Jakarta, Bimas Islam --- Sebanyak lebih dari 200 orang aparatur sipil negara (ASN) mengikuti tes usap PCR massal di Ruang Serbaguna Gedung Kementerian Agama, Jln MH Thamrin, Jakarta pada Kamis, (27/01).
Sekretaris Ditjen Bimas Islam, M. Fuad Nasar menyampaikan seluruh pegawai yang bekerja di lingkungan Ditjen Bimas Islam diwajibkan untuk mengikuti tes usap PCR. Hal ini dilakukan untuk mempermudah pengawasan dan pencegahan apabila ditemukan pegawai yang terkena Covid-19.
"Seluruh pegawai harus ikut tes usap PCR ini. Baik PNS, PPNPN, maupun pegawai outsourcing," kata Fuad saat dihubungi tim pemberitaan bimasislam.
Fuad juga mengimbau kepada seluruh pegawai yang bekerja di lingkungan Ditjen Bimas Islam tetap waspada dengan penyebaran Omicron dan tetap mematuhi protokol kesehatan.

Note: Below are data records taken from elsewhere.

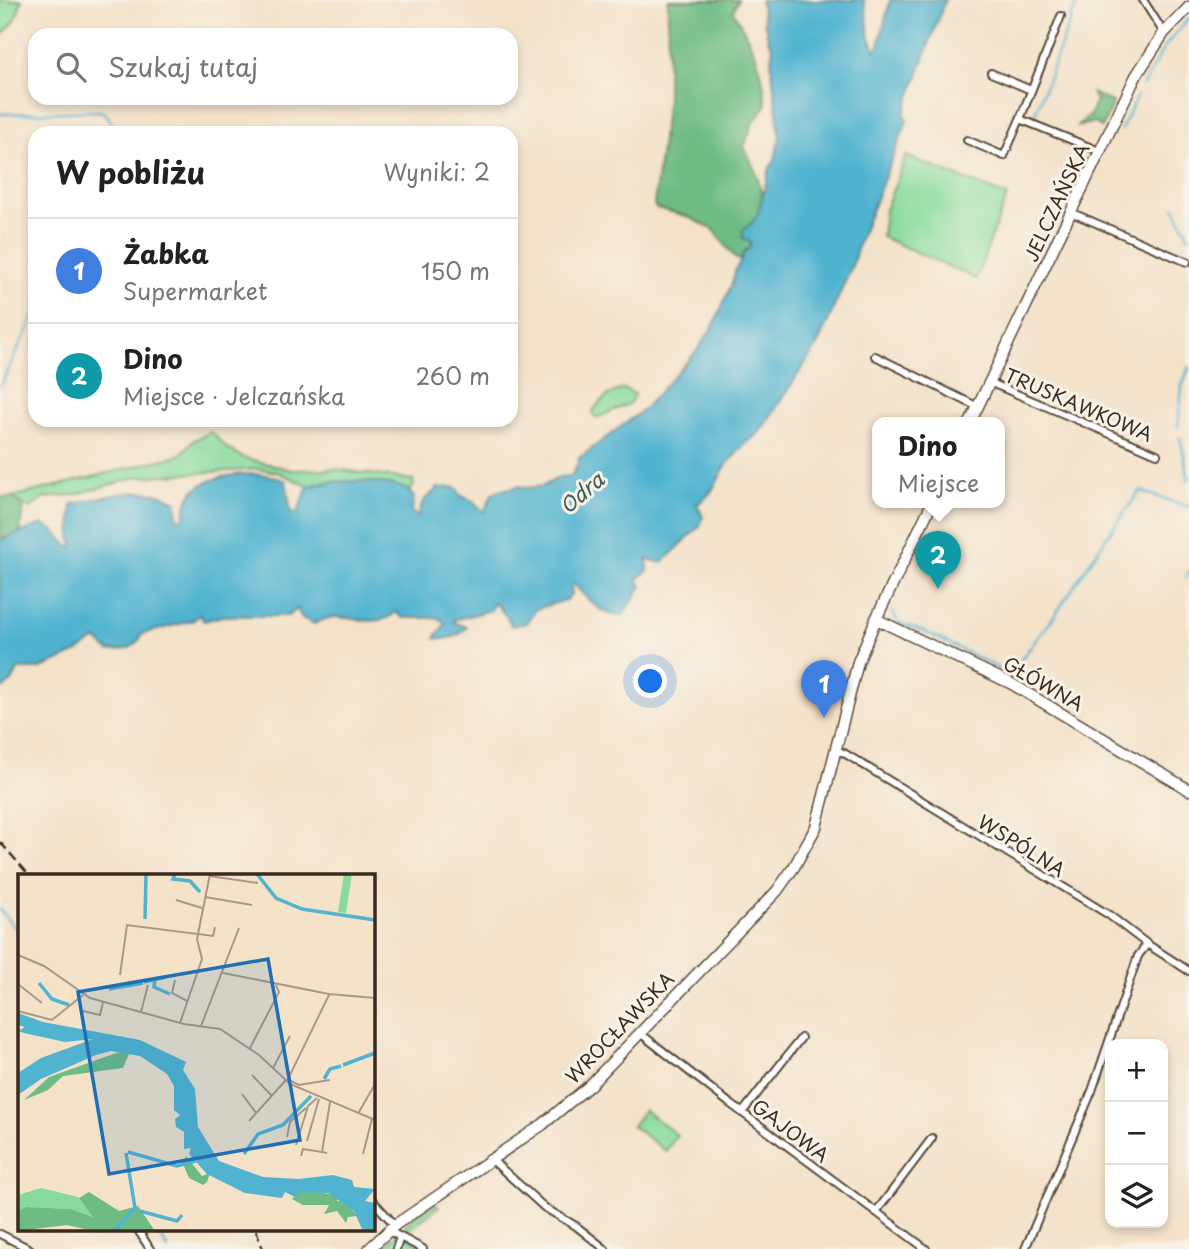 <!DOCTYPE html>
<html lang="pl">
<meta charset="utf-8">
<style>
:root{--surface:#fff;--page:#f2f2f2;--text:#222;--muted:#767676;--line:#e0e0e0;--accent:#1f6fb2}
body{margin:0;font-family:"Playpen Sans",sans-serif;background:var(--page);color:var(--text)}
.controls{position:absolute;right:21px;bottom:21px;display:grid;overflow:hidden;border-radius:14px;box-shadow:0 4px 10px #0003}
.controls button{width:63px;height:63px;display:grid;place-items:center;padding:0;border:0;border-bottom:2px solid var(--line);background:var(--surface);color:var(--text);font:35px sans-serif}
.you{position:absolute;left:651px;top:682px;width:24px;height:24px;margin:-18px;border:5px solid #fff;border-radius:50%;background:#1a73e8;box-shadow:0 0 0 10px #1a73e833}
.badge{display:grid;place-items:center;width:46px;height:46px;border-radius:50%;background:var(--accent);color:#fff;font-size:23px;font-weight:700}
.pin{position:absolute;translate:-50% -58px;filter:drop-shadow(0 2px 4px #0008)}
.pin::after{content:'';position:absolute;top:37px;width:24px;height:21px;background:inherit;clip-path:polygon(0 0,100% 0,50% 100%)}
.popup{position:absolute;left:872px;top:417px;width:133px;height:91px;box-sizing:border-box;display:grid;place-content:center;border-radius:14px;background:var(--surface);filter:drop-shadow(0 2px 5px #0005);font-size:23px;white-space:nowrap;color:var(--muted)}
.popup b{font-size:26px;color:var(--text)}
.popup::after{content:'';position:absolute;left:50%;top:100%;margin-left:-14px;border:14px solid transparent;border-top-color:var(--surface)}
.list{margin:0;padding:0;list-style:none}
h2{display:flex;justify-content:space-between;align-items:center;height:91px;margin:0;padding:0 28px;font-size:30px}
h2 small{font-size:23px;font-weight:400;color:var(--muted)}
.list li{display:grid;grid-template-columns:46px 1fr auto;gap:21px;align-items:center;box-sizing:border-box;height:105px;padding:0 28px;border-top:2px solid var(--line)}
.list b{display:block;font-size:26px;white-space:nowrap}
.list p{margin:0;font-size:23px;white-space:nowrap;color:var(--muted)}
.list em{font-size:23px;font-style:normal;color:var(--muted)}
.icon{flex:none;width:38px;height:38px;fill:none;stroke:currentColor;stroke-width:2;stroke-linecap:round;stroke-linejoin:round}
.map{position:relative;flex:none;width:1189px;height:1249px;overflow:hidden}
.search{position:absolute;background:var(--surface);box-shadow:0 4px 10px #0003;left:28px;top:28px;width:490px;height:77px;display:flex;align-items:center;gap:18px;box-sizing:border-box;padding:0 24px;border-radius:21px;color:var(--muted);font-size:26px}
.panel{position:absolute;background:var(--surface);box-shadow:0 4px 10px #0003;left:28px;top:126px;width:490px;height:301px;border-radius:21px}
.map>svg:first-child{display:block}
.green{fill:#88db9d;stroke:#62825e;stroke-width:2}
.forest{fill:#6ebb84;stroke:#547251;stroke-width:2}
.water{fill:#50b3cf;stroke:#466e76;stroke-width:2}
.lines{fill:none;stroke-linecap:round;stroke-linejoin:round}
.stream{stroke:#50b3cf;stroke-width:2.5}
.street-casing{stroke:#574638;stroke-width:10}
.secondary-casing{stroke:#574638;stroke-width:13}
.street{stroke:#fff;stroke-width:6}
.secondary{stroke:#fff;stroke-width:10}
.rail{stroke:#3b2a1e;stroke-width:2.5;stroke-dasharray:10 5;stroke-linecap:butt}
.labels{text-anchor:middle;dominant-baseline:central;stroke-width:6;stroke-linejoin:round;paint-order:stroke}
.street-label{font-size:19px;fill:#3b2a1e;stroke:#f7f3e8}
.water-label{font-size:21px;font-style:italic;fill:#425a5c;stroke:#f7f3e8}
.inset-river{fill:none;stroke:#50b3cf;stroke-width:3.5}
.inset-road{fill:none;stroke:#aa9885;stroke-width:2}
.view{fill:#1f6fb2;fill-opacity:0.15;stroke:#1f6fb2;stroke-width:3.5}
.inset-edge{fill:none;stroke:#3b2a1e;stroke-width:3.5}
</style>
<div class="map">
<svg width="1189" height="1249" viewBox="0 0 1189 1249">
<rect width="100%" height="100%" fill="#f7f3e8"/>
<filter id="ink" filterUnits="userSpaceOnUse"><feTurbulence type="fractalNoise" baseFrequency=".0143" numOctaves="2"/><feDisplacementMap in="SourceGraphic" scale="14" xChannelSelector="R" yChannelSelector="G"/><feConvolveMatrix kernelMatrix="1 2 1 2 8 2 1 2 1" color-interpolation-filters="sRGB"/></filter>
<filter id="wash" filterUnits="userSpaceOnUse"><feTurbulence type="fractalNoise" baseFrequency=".00686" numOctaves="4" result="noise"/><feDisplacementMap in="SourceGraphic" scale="28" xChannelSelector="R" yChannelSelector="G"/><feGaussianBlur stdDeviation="1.57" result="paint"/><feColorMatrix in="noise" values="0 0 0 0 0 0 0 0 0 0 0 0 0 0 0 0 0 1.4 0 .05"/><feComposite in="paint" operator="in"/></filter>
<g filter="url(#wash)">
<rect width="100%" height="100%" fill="#f4e2c9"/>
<path class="green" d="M0 0H22L15 21 0 37Z
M906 156 1007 196 976 279 882 237 885 210Z
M624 389 635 394 629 404 596 418 592 413C599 401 610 392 624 389Z
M211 432 228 449 244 458 292 470 335 469 413 480 414 485 410 491 404 488 376 482 330 481 308 486 278 472 258 469 137 477 74 495 44 498 30 508 24 506 12 497 180 455 194 440Z
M644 1110 677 1135 666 1151 632 1126Z
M436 1204 439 1206 404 1234 423 1246 422 1249H383C400 1232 413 1212 436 1204Z"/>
<path class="forest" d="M668 0H738L733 11C754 47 763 64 766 106L753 123 744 147C751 160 762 184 762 199 762 217 748 226 751 247L745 251 741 259H736L713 229 686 216 656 208 654 204 667 100Z
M1092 93 1113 103 1102 128 1094 122 1076 127 1090 115 1096 100Z
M0 497H13L24 506 20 532 5 538 0 536Z"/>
<path class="water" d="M760 0H864L870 38 875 50 879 45 890 0H945L904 114 907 121 860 239 852 266 818 344 760 432C749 441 732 457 724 469 716 482 712 496 697 504L703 517 700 526 662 563 647 559 648 570 637 580 642 586 622 616C600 615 587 599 574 584L571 587 572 593 566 600 536 609 526 623 511 626 508 618 494 602 491 610 454 620 455 623 467 627C459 636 447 641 435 638L445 624 439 618H403L396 612C379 628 355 617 335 617 328 617 320 621 314 624L302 618 297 609 288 616H222L204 621 199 614 194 620 142 634C137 649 124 650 109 651L96 639 78 652 40 669H18L12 682 0 690V540L42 524 54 531 69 547H73L71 538 72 504C103 498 150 481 177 503V517L182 519C187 512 185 501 191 494 209 472 263 469 286 481L291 512 297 514 308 486C332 481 399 475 414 497L412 512 418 517 423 501 438 488 453 487 458 490 460 495 473 501 484 512 493 492 519 486 529 488 543 486 560 477 571 476 578 464 579 458 643 410 696 352 714 325 733 281 735 271 745 251 751 247 750 242 743 238V230L752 223 757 216 770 168 775 159 780 136 771 64 773 47 768 39Z"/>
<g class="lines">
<path class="stream" d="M1143 85 1165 46 1189 18
M0 114 101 111 108 116 113 126
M1035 114 1078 0
M1121 130 1137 96
M1174 206 1189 237
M0 386 35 314
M1178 426 1182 386 1189 367
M1180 437 1189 480
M1187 577 1189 571
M892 612 898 622 928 633 1010 674 1055 615 1110 532 1140 491 1189 507
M0 910 19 932
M157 1230 168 1249"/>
</g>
</g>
<g filter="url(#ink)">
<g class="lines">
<g class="street-casing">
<path id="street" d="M1143 0 1164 33
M1061 16 1020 119 1099 151
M991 73 1031 90
M967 140 1004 156 1020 119
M1070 212 1187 262
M875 356 978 407
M989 382 1157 454
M835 750 844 753 1109 915 1147 944 1189 971
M640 1033 728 1102 926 1249
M742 1113 801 1038
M491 1159 545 1208 576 1226 605 1249
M373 1201 395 1225
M876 1212 932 1138
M138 1230 150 1249
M389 1231 423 1249
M0 1234 30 1249
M396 1249 400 1237
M1025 1249 1092 1091 1138 956 1147 944"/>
</g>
<g class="secondary-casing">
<path id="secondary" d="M970 423 1136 76 1164 33 1189 7
M876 619 1012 684 1189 790
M369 1249 395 1225 542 1125 589 1086 777 891 794 867 816 827 858 662 876 619 932 503"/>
</g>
<use href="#street" class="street"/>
<use href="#secondary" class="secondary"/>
<path class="rail" d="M0 842 30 876
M256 1230 263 1249"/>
</g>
</g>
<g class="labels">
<g class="street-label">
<text transform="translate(1056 202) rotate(-65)">JELCZAŃSKA</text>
<text transform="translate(1079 404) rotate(23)">TRUSKAWKOWA</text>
<text transform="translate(1044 683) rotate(30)">GŁÓWNA</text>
<text transform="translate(1022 845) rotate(32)">WSPÓLNA</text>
<text transform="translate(619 1027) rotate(-46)">WROCŁAWSKA</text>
<text transform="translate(791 1130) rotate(37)">GAJOWA</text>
</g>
<g class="water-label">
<text transform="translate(581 492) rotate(-41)">Odra</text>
</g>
</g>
<g transform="translate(18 874)">
<rect width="357" height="357" fill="#f4e2c9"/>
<path d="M326 0H334L328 39 320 38ZM23 314 60 323 76 343 53 335 8 333 0 337V321Z" fill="#88db9d"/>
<path d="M101 178 111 180 105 194 45 202 30 216 6 226 31 203ZM168 282 184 302 192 299 189 308 185 311 171 304 165 290ZM298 317 319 322V327L328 328 339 342 330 343 328 349 319 337 306 340 311 331H285L274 325 282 318ZM71 318 101 337 120 332 137 357H76L49 351 0 357V337L8 333 53 335 75 343 61 324Z" fill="#6ebb84"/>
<path d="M0 139 25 148 122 166 168 188 165 196 177 215 180 253 201 287 245 303 281 305 315 301 334 306 336 313 357 315 347 327 357 329V357L344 355 336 337 310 319 283 318 277 323 267 318 264 324 227 319 189 300 171 280 173 274 166 275V258L158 253 157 245 162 241 156 236V212L149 200 122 182 93 177 78 181 23 205 0 221V199L23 184 75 165 47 168 6 159 0 157 7 153 0 151Z" fill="#50b3cf"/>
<path class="inset-river" d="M157 0 155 5 172 7 182 18M239 0 258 24 284 35 357 46M127 45 128 0M137 104 136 113 152 120M126 108 148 103M21 109 34 125 51 131M91 115 125 109M325 191 357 179M306 205 312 195 323 192M110 278 159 292 178 287M226 280 240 260 265 251 293 222M122 337 159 347 164 341M96 357 117 334 108 279"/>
<path class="inset-road" d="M191 2 240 9M187 23 234 31M158 26 184 34M0 81 26 92 72 124 166 150 202 155 241 181 272 210 357 246M205 99 311 120 357 124M102 101 109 51 195 62 197 53M157 106 154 119 169 127M0 110 24 129M0 137 34 146 65 121M65 137 82 141 85 128M123 138 130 111M162 149 184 85 179 65 192 0M183 152 221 54M232 174 261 118 258 111M255 194 272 162M234 201 254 222M269 205 281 211 312 206M269 207 311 121M224 220 238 239M341 238 357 210M231 247 268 206M269 263 272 248 288 234M289 267 301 225M278 271 290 232 299 224M309 279 304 278 312 228M345 280 354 245M283 282 285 275 304 278"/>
<path class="view" d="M250 85 282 266 91 300 60 118Z"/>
<rect width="357" height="357" class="inset-edge"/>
</g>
</svg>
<div class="controls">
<button>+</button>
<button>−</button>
<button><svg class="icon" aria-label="layers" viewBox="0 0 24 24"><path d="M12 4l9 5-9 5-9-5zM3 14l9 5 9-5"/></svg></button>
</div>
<div class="you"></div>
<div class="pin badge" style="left:824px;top:718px;background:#3f7fe0">1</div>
<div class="pin badge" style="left:938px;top:589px;background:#0f9aa8">2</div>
<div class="popup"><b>Dino</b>Miejsce</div>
<div class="search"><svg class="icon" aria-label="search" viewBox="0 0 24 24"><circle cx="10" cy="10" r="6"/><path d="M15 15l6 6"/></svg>Szukaj tutaj</div>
<section class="panel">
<h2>W pobliżu<small>Wyniki: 2</small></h2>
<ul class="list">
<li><span class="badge" style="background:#3f7fe0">1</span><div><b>Żabka</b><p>Supermarket</p></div><em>150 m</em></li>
<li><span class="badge" style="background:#0f9aa8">2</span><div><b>Dino</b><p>Miejsce · Jelczańska</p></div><em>260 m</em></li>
</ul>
</section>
</div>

“Waspadai lonjakan Covid-19, terutama akibat penyebaran varian Omicron yang mengalami kenaikan dalam beberapa hari terakhir. Patuhi Protokol Kesehatan. Lindungi diri dan orang lain di sekitar kita,” ujarnya.
Sebagai informasi, berdasarkan data Satgas Covid-19 hingga Rabu kemarin (26/1/2022), kasus harian mengalami peningkatan yang cukup banyak, yaitu 7.010 kasus baru dalam sehari terakhir.
Untuk kasus Omicron (B.1.1.529), varian baru Covid-19 di Indonesia pada Rabu, 26 Januari 2022 telah mencapai 1.755 kasus, menurut data GISAID. GISAID mencatat, kasus Omicron di Indonesia mengalami tambahan 90 kasus dibanding hari sebelumnya. Saat ini, laporan yang ada mencatat kasus di Indonesia tumbuh 100,11 persen dalam waktu seminggu.
(Tommy)
Sekretariat Ditjen Bimas Islam
Rakor Kemenko PMK: Wajib Halal Oktober 2026 Tetap Sesuai Jadwal
Jakarta, Bimas Islam — Implementasi Wajib Halal Oktober 2026 dipastikan tetap berjalan sesuai jadwal. Hal itu disepakati kementerian dan lembaga terkait…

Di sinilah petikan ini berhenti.